= Richard Joel Russell =

Richard Joel Russell (16 November 1895 – 17 September 1971) was an American professor of physical geography and geology at the Louisiana State University who contributed to pioneering studies of long-term climatology and geomorphology.

Russell was born in Hayward, California to Nellie Potter Morril and lawyer Frederick James. His early education was in Honololu where he went to the Punahou Kindergarten. The family moved back to California and studied at the Hayward High School before going to the University of California, Berkeley where he began to study forestry in 1915 after becoming interested on a hunting trip in Santa Lucia. At the age of seventeen he was into numerous pastimes and his first publication was on a new technique for processing color photographs.
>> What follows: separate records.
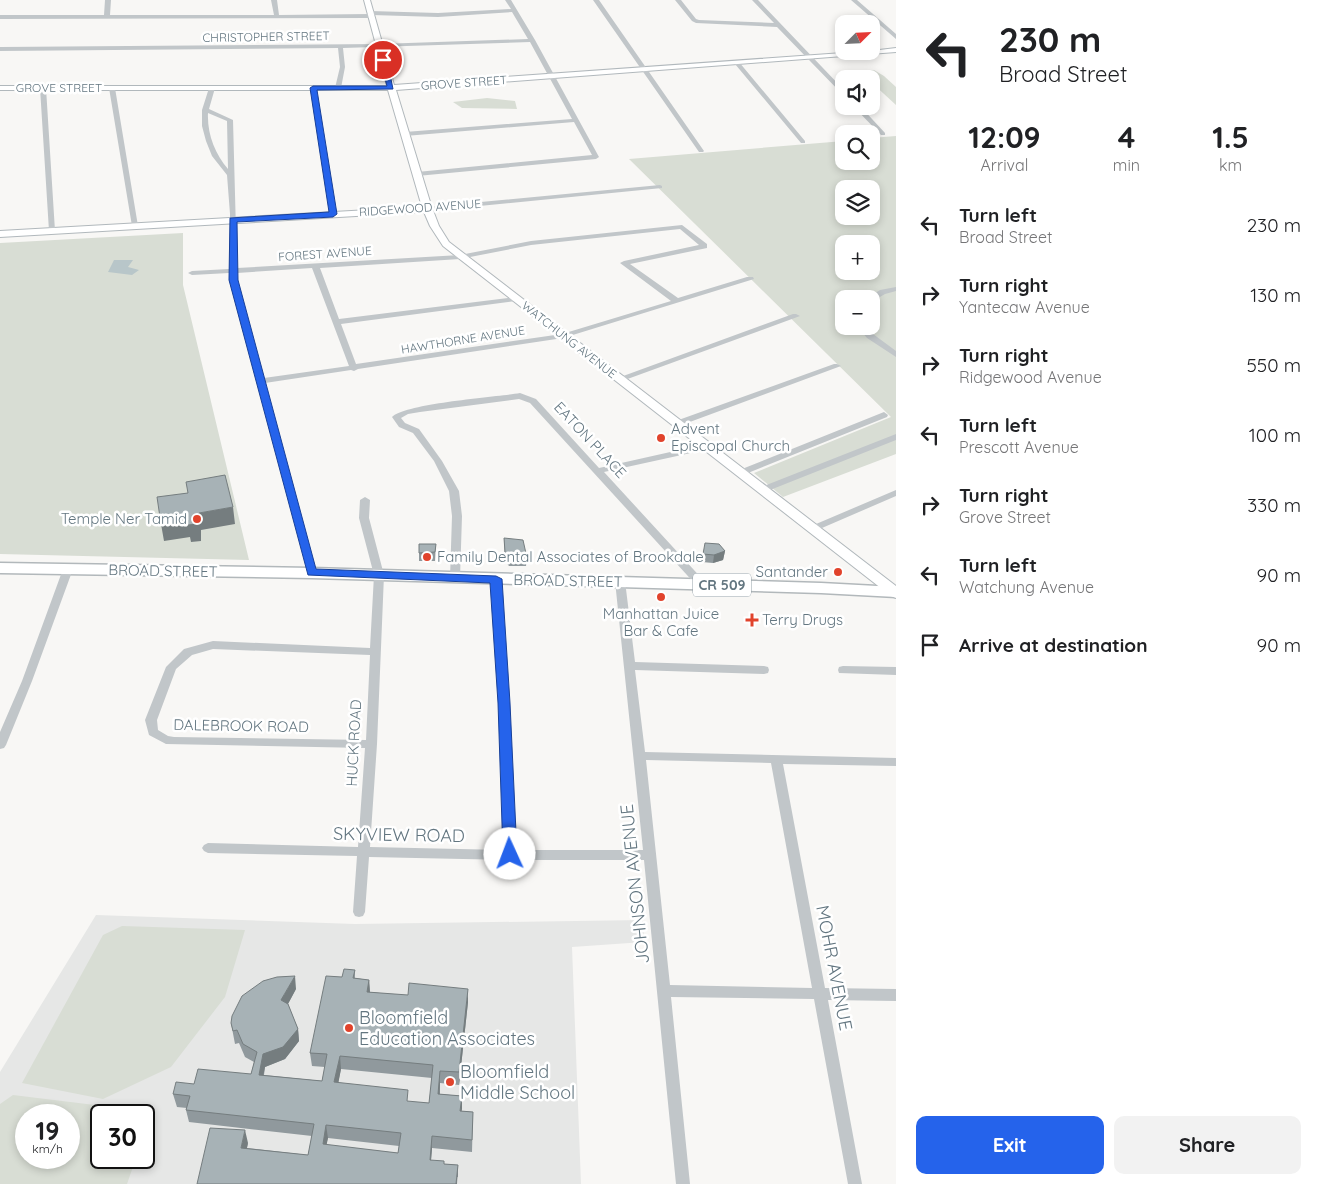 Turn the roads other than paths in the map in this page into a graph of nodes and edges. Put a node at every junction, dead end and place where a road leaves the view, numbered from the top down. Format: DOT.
graph roads {
  1 [pos="108,0"];
  2 [pos="274,0"];
  3 [pos="367,0"];
  4 [pos="508,0"];
  5 [pos="596,0"];
  6 [pos="678,0"];
  7 [pos="755,0"];
  8 [pos="854,0"];
  9 [pos="515,10"];
  10 [pos="371,15"];
  11 [pos="107,16"];
  12 [pos="277,16"];
  13 [pos="0,17"];
  14 [pos="778,25"];
  15 [pos="896,37"];
  16 [pos="532,40"];
  17 [pos="340,46"];
  18 [pos="379,46"];
  19 [pos="0,49"];
  20 [pos="896,50"];
  21 [pos="808,58"];
  22 [pos="737,63"];
  23 [pos="647,70"];
  24 [pos="552,77"];
  25 [pos="835,85"];
  26 [pos="0,88"];
  27 [pos="43,88"];
  28 [pos="112,88"];
  29 [pos="212,88"];
  30 [pos="313,88"];
  31 [pos="338,88"];
  32 [pos="391,88"];
  33 [pos="205,110"];
  34 [pos="865,115"];
  35 [pos="222,116"];
  36 [pos="204,120"];
  37 [pos="576,120"];
  38 [pos="405,134"];
  39 [pos="883,134"];
  40 [pos="803,142"];
  41 [pos="701,151"];
  42 [pos="230,174"];
  43 [pos="417,174"];
  44 [pos="660,187"];
  45 [pos="428,209"];
  46 [pos="333,214"];
  47 [pos="233,220"];
  48 [pos="135,226"];
  49 [pos="52,231"];
  50 [pos="0,234"];
  51 [pos="460,257"];
  52 [pos="315,265"];
  53 [pos="232,271"];
  54 [pos="192,273"];
  55 [pos="750,280"];
  56 [pos="896,289"];
  57 [pos="880,294"];
  58 [pos="516,299"];
  59 [pos="677,302"];
  60 [pos="796,316"];
  61 [pos="336,322"];
  62 [pos="869,335"];
  63 [pos="564,336"];
  64 [pos="896,355"];
  65 [pos="836,366"];
  66 [pos="354,369"];
  67 [pos="619,379"];
  68 [pos="261,381"];
  69 [pos="884,415"];
  70 [pos="676,424"];
  71 [pos="896,437"];
  72 [pos="706,448"];
  73 [pos="598,471"];
  74 [pos="740,473"];
  75 [pos="762,490"];
  76 [pos="896,494"];
  77 [pos="365,500"];
  78 [pos="812,529"];
  79 [pos="0,568"];
  80 [pos="68,569"];
  81 [pos="312,573"];
  82 [pos="379,575"];
  83 [pos="455,578"];
  84 [pos="496,579"];
  85 [pos="620,582"];
  86 [pos="702,584"];
  87 [pos="895,592"];
  88 [pos="375,652"];
  89 [pos="630,666"];
  90 [pos="764,670"];
  91 [pos="843,670"];
  92 [pos="896,671"];
  93 [pos="371,744"];
  94 [pos="0,745"];
  95 [pos="640,756"];
  96 [pos="776,758"];
  97 [pos="896,762"];
  98 [pos="208,848"];
  99 [pos="363,852"];
  100 [pos="510,854"];
  101 [pos="650,855"];
  102 [pos="359,912"];
  103 [pos="664,991"];
  104 [pos="819,993"];
  105 [pos="896,994"];
  106 [pos="683,1184"];
  107 [pos="855,1184"];
  1 -- 11 [label="street"];
  2 -- 12 [label="street"];
  3 -- 10 [label="main road, WATCHUNG AVENUE"];
  4 -- 9 [label="street"];
  5 -- 23 [label="street"];
  6 -- 14 [label="street"];
  7 -- 14 [label="street"];
  8 -- 15 [label="street"];
  9 -- 10 [label="street"];
  9 -- 16 [label="street"];
  10 -- 12 [label="street"];
  10 -- 18 [label="main road, WATCHUNG AVENUE"];
  11 -- 12 [label="street"];
  11 -- 13 [label="street"];
  14 -- 21 [label="street"];
  16 -- 18 [label="street, CHRISTOPHER STREET"];
  16 -- 24 [label="street"];
  17 -- 18 [label="street, CHRISTOPHER STREET"];
  17 -- 19 [label="street, CHRISTOPHER STREET"];
  17 -- 31 [label="street"];
  18 -- 32 [label="main road, WATCHUNG AVENUE"];
  20 -- 21 [label="main road, GROVE STREET"];
  21 -- 22 [label="main road, GROVE STREET"];
  21 -- 25 [label="street"];
  22 -- 23 [label="main road, GROVE STREET"];
  22 -- 40 [label="street"];
  23 -- 24 [label="main road, GROVE STREET"];
  23 -- 41 [label="street"];
  24 -- 32 [label="main road, GROVE STREET"];
  24 -- 37 [label="street"];
  26 -- 27 [label="main road, GROVE STREET"];
  27 -- 28 [label="main road, GROVE STREET"];
  27 -- 49 [label="street"];
  28 -- 29 [label="main road, GROVE STREET"];
  28 -- 48 [label="street"];
  29 -- 30 [label="main road, GROVE STREET"];
  29 -- 33 [label="street"];
  30 -- 31 [label="main road, GROVE STREET"];
  30 -- 46 [label="street"];
  31 -- 32 [label="main road, GROVE STREET"];
  32 -- 38 [label="main road, WATCHUNG AVENUE"];
  33 -- 35 [label="street"];
  33 -- 36 [label="street"];
  34 -- 39 [label="street"];
  35 -- 36 [label="street"];
  35 -- 42 [label="street"];
  36 -- 42 [label="street"];
  37 -- 38 [label="street"];
  37 -- 43 [label="street"];
  38 -- 43 [label="main road, WATCHUNG AVENUE"];
  42 -- 47 [label="street"];
  43 -- 45 [label="main road, WATCHUNG AVENUE"];
  44 -- 45 [label="street, RIDGEWOOD AVENUE"];
  45 -- 46 [label="main road, RIDGEWOOD AVENUE"];
  45 -- 51 [label="main road, WATCHUNG AVENUE"];
  46 -- 47 [label="main road, RIDGEWOOD AVENUE"];
  47 -- 48 [label="main road, RIDGEWOOD AVENUE"];
  47 -- 53 [label="street"];
  48 -- 49 [label="main road, RIDGEWOOD AVENUE"];
  49 -- 50 [label="main road, RIDGEWOOD AVENUE"];
  51 -- 52 [label="street, FOREST AVENUE"];
  51 -- 58 [label="main road, WATCHUNG AVENUE"];
  51 -- 59 [label="street, FOREST AVENUE"];
  52 -- 53 [label="street, FOREST AVENUE"];
  52 -- 61 [label="street"];
  53 -- 54 [label="street, FOREST AVENUE"];
  53 -- 68 [label="street"];
  55 -- 59 [label="street, HAWTHORNE AVENUE"];
  56 -- 57 [label="street"];
  58 -- 61 [label="street"];
  58 -- 63 [label="main road, WATCHUNG AVENUE"];
  59 -- 63 [label="street, HAWTHORNE AVENUE"];
  60 -- 67 [label="street"];
  61 -- 66 [label="street"];
  62 -- 64 [label="street"];
  63 -- 66 [label="street, HAWTHORNE AVENUE"];
  63 -- 67 [label="main road, WATCHUNG AVENUE"];
  65 -- 70 [label="street"];
  66 -- 68 [label="street, HAWTHORNE AVENUE"];
  67 -- 70 [label="main road, WATCHUNG AVENUE"];
  68 -- 81 [label="street"];
  69 -- 74 [label="street"];
  70 -- 72 [label="main road, WATCHUNG AVENUE"];
  71 -- 75 [label="street"];
  72 -- 73 [label="street"];
  72 -- 74 [label="main road, WATCHUNG AVENUE"];
  73 -- 83 [label="street, EATON PLACE"];
  73 -- 86 [label="street, EATON PLACE"];
  74 -- 75 [label="main road, WATCHUNG AVENUE"];
  75 -- 78 [label="main road, WATCHUNG AVENUE"];
  76 -- 78 [label="street"];
  77 -- 82 [label="street, HUCK ROAD"];
  78 -- 87 [label="main road, WATCHUNG AVENUE"];
  79 -- 80 [label="main road, BROAD STREET / CR 509"];
  80 -- 81 [label="main road, BROAD STREET / CR 509"];
  80 -- 94 [label="street"];
  81 -- 82 [label="main road, BROAD STREET / CR 509"];
  82 -- 83 [label="main road, BROAD STREET / CR 509"];
  82 -- 88 [label="street, HUCK ROAD"];
  83 -- 84 [label="main road, BROAD STREET / CR 509"];
  84 -- 85 [label="main road, BROAD STREET / CR 509"];
  84 -- 100 [label="street"];
  85 -- 86 [label="main road, BROAD STREET / CR 509"];
  85 -- 89 [label="street, JOHNSON AVENUE"];
  86 -- 87 [label="main road, BROAD STREET / CR 509"];
  88 -- 93 [label="street, HUCK ROAD"];
  88 -- 93 [label="street, DALEBROOK ROAD"];
  89 -- 90 [label="street"];
  89 -- 95 [label="street, JOHNSON AVENUE"];
  91 -- 92 [label="street"];
  93 -- 99 [label="street, HUCK ROAD"];
  95 -- 96 [label="street"];
  95 -- 101 [label="street, JOHNSON AVENUE"];
  96 -- 97 [label="street"];
  96 -- 104 [label="street, MOHR AVENUE"];
  98 -- 99 [label="street, SKYVIEW ROAD"];
  99 -- 100 [label="street, SKYVIEW ROAD"];
  99 -- 102 [label="street, HUCK ROAD"];
  100 -- 101 [label="street, SKYVIEW ROAD"];
  101 -- 103 [label="street, JOHNSON AVENUE"];
  103 -- 104 [label="street"];
  103 -- 106 [label="street, JOHNSON AVENUE"];
  104 -- 105 [label="street"];
  104 -- 107 [label="street, MOHR AVENUE"];
}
He was drafted into World War I service but discharged after it was found that a compound fracture had set badly making him physically unfit. He was then assigned to teach seamanship and gunnery. After the war he returned to university and began to study paleontology under John C. Merriam and graduated in 1920. He went on expeditions with Chester Stock into Nevada and Oregon in 1919-20 and took up a teaching fellowship, while also substituting for Professor Ruliff S. Holway in teaching geography. During his teaching career, he worked with his students to produce a summary of past climate called Climates of California which was to prove very influential. He studied petrography and structural geology for his doctorate under George D. Louderback in 1926. He then moved to Texas Technical College, Lubbock as an associate professor. He began to work on his climate research and produced Dry Climates of the United States (1931) which emphasized the use of median values rather than averages. In 1928 he joined Louisiana State University at Baton Rouge and involved in setting up a geography course along with Henry V. Howe. In 1954 he established the Coastal Studies Institute and directed it until 1966.

Russell was married twice, first to Mary Dorothy King in 1925 and after her death he married Josephine Burke in 1940. He had a son from the first marriage and four from the second.